Material to process section start

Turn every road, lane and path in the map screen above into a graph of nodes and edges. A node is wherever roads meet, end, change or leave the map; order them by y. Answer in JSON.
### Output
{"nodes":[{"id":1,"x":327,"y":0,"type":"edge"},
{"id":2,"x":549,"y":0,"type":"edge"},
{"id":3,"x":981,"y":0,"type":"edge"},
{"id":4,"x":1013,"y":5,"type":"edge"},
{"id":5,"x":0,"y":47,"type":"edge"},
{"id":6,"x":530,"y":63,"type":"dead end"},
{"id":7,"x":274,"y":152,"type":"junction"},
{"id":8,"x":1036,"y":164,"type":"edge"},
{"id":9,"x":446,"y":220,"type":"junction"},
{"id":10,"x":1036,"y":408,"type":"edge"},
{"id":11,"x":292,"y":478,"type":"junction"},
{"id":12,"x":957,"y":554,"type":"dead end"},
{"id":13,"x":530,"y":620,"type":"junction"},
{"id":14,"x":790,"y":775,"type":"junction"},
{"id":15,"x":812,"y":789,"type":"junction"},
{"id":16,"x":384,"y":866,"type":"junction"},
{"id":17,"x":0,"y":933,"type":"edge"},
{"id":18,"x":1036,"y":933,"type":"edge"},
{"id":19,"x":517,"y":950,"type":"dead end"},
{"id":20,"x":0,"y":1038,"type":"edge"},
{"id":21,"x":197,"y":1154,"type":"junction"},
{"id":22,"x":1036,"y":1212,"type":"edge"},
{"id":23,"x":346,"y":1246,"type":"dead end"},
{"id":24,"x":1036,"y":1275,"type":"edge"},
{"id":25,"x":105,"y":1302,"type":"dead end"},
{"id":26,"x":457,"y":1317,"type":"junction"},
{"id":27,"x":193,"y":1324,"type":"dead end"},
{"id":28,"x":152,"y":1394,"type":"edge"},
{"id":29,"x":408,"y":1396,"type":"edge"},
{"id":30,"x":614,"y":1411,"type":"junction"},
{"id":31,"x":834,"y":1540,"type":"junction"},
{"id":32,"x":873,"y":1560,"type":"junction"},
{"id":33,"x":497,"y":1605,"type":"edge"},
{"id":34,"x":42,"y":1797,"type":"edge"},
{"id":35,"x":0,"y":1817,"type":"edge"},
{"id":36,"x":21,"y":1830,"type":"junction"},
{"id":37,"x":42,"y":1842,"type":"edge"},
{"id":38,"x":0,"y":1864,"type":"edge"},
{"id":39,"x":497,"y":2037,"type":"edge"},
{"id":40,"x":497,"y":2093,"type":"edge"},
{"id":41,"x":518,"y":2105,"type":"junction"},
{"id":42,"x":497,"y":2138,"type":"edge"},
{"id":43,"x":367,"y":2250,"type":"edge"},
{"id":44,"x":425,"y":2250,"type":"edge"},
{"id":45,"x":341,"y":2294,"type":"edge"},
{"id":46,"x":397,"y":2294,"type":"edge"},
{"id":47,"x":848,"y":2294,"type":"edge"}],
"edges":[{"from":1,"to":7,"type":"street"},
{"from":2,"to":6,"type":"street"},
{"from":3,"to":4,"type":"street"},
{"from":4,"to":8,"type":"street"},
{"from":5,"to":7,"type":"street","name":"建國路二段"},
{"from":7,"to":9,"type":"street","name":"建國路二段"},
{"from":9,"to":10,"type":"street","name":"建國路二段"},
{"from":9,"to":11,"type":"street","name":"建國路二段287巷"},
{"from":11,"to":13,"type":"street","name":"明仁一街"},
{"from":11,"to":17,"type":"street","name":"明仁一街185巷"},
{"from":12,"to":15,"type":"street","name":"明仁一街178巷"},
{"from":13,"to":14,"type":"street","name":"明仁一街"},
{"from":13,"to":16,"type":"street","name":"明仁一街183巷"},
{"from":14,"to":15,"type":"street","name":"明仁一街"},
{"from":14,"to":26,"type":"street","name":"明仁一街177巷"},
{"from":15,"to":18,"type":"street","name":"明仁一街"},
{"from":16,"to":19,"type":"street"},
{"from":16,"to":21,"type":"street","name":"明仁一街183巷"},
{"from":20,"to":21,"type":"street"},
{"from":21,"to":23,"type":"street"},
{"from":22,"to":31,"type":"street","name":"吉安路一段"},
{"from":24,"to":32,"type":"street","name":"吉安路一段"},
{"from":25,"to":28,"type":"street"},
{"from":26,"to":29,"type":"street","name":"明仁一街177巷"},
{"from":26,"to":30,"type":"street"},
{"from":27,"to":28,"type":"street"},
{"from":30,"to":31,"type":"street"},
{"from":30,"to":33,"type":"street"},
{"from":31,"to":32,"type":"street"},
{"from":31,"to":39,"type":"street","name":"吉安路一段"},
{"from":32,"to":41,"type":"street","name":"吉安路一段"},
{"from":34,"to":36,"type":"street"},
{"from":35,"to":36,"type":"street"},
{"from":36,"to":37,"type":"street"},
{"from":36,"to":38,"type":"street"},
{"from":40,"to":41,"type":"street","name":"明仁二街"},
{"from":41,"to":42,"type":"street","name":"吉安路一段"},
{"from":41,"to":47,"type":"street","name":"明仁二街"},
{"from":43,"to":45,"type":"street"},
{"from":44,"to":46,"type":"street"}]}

Material to process section end

- _Aim of the exercise_
Print the records again in full, exactly as they appear above.

- _Answer to the exercise_
Turn every road, lane and path in the map screen above into a graph of nodes and edges. A node is wherever roads meet, end, change or leave the map; order them by y. Answer in JSON.
### Output
{"nodes":[{"id":1,"x":327,"y":0,"type":"edge"},
{"id":2,"x":549,"y":0,"type":"edge"},
{"id":3,"x":981,"y":0,"type":"edge"},
{"id":4,"x":1013,"y":5,"type":"edge"},
{"id":5,"x":0,"y":47,"type":"edge"},
{"id":6,"x":530,"y":63,"type":"dead end"},
{"id":7,"x":274,"y":152,"type":"junction"},
{"id":8,"x":1036,"y":164,"type":"edge"},
{"id":9,"x":446,"y":220,"type":"junction"},
{"id":10,"x":1036,"y":408,"type":"edge"},
{"id":11,"x":292,"y":478,"type":"junction"},
{"id":12,"x":957,"y":554,"type":"dead end"},
{"id":13,"x":530,"y":620,"type":"junction"},
{"id":14,"x":790,"y":775,"type":"junction"},
{"id":15,"x":812,"y":789,"type":"junction"},
{"id":16,"x":384,"y":866,"type":"junction"},
{"id":17,"x":0,"y":933,"type":"edge"},
{"id":18,"x":1036,"y":933,"type":"edge"},
{"id":19,"x":517,"y":950,"type":"dead end"},
{"id":20,"x":0,"y":1038,"type":"edge"},
{"id":21,"x":197,"y":1154,"type":"junction"},
{"id":22,"x":1036,"y":1212,"type":"edge"},
{"id":23,"x":346,"y":1246,"type":"dead end"},
{"id":24,"x":1036,"y":1275,"type":"edge"},
{"id":25,"x":105,"y":1302,"type":"dead end"},
{"id":26,"x":457,"y":1317,"type":"junction"},
{"id":27,"x":193,"y":1324,"type":"dead end"},
{"id":28,"x":152,"y":1394,"type":"edge"},
{"id":29,"x":408,"y":1396,"type":"edge"},
{"id":30,"x":614,"y":1411,"type":"junction"},
{"id":31,"x":834,"y":1540,"type":"junction"},
{"id":32,"x":873,"y":1560,"type":"junction"},
{"id":33,"x":497,"y":1605,"type":"edge"},
{"id":34,"x":42,"y":1797,"type":"edge"},
{"id":35,"x":0,"y":1817,"type":"edge"},
{"id":36,"x":21,"y":1830,"type":"junction"},
{"id":37,"x":42,"y":1842,"type":"edge"},
{"id":38,"x":0,"y":1864,"type":"edge"},
{"id":39,"x":497,"y":2037,"type":"edge"},
{"id":40,"x":497,"y":2093,"type":"edge"},
{"id":41,"x":518,"y":2105,"type":"junction"},
{"id":42,"x":497,"y":2138,"type":"edge"},
{"id":43,"x":367,"y":2250,"type":"edge"},
{"id":44,"x":425,"y":2250,"type":"edge"},
{"id":45,"x":341,"y":2294,"type":"edge"},
{"id":46,"x":397,"y":2294,"type":"edge"},
{"id":47,"x":848,"y":2294,"type":"edge"}],
"edges":[{"from":1,"to":7,"type":"street"},
{"from":2,"to":6,"type":"street"},
{"from":3,"to":4,"type":"street"},
{"from":4,"to":8,"type":"street"},
{"from":5,"to":7,"type":"street","name":"建國路二段"},
{"from":7,"to":9,"type":"street","name":"建國路二段"},
{"from":9,"to":10,"type":"street","name":"建國路二段"},
{"from":9,"to":11,"type":"street","name":"建國路二段287巷"},
{"from":11,"to":13,"type":"street","name":"明仁一街"},
{"from":11,"to":17,"type":"street","name":"明仁一街185巷"},
{"from":12,"to":15,"type":"street","name":"明仁一街178巷"},
{"from":13,"to":14,"type":"street","name":"明仁一街"},
{"from":13,"to":16,"type":"street","name":"明仁一街183巷"},
{"from":14,"to":15,"type":"street","name":"明仁一街"},
{"from":14,"to":26,"type":"street","name":"明仁一街177巷"},
{"from":15,"to":18,"type":"street","name":"明仁一街"},
{"from":16,"to":19,"type":"street"},
{"from":16,"to":21,"type":"street","name":"明仁一街183巷"},
{"from":20,"to":21,"type":"street"},
{"from":21,"to":23,"type":"street"},
{"from":22,"to":31,"type":"street","name":"吉安路一段"},
{"from":24,"to":32,"type":"street","name":"吉安路一段"},
{"from":25,"to":28,"type":"street"},
{"from":26,"to":29,"type":"street","name":"明仁一街177巷"},
{"from":26,"to":30,"type":"street"},
{"from":27,"to":28,"type":"street"},
{"from":30,"to":31,"type":"street"},
{"from":30,"to":33,"type":"street"},
{"from":31,"to":32,"type":"street"},
{"from":31,"to":39,"type":"street","name":"吉安路一段"},
{"from":32,"to":41,"type":"street","name":"吉安路一段"},
{"from":34,"to":36,"type":"street"},
{"from":35,"to":36,"type":"street"},
{"from":36,"to":37,"type":"street"},
{"from":36,"to":38,"type":"street"},
{"from":40,"to":41,"type":"street","name":"明仁二街"},
{"from":41,"to":42,"type":"street","name":"吉安路一段"},
{"from":41,"to":47,"type":"street","name":"明仁二街"},
{"from":43,"to":45,"type":"street"},
{"from":44,"to":46,"type":"street"}]}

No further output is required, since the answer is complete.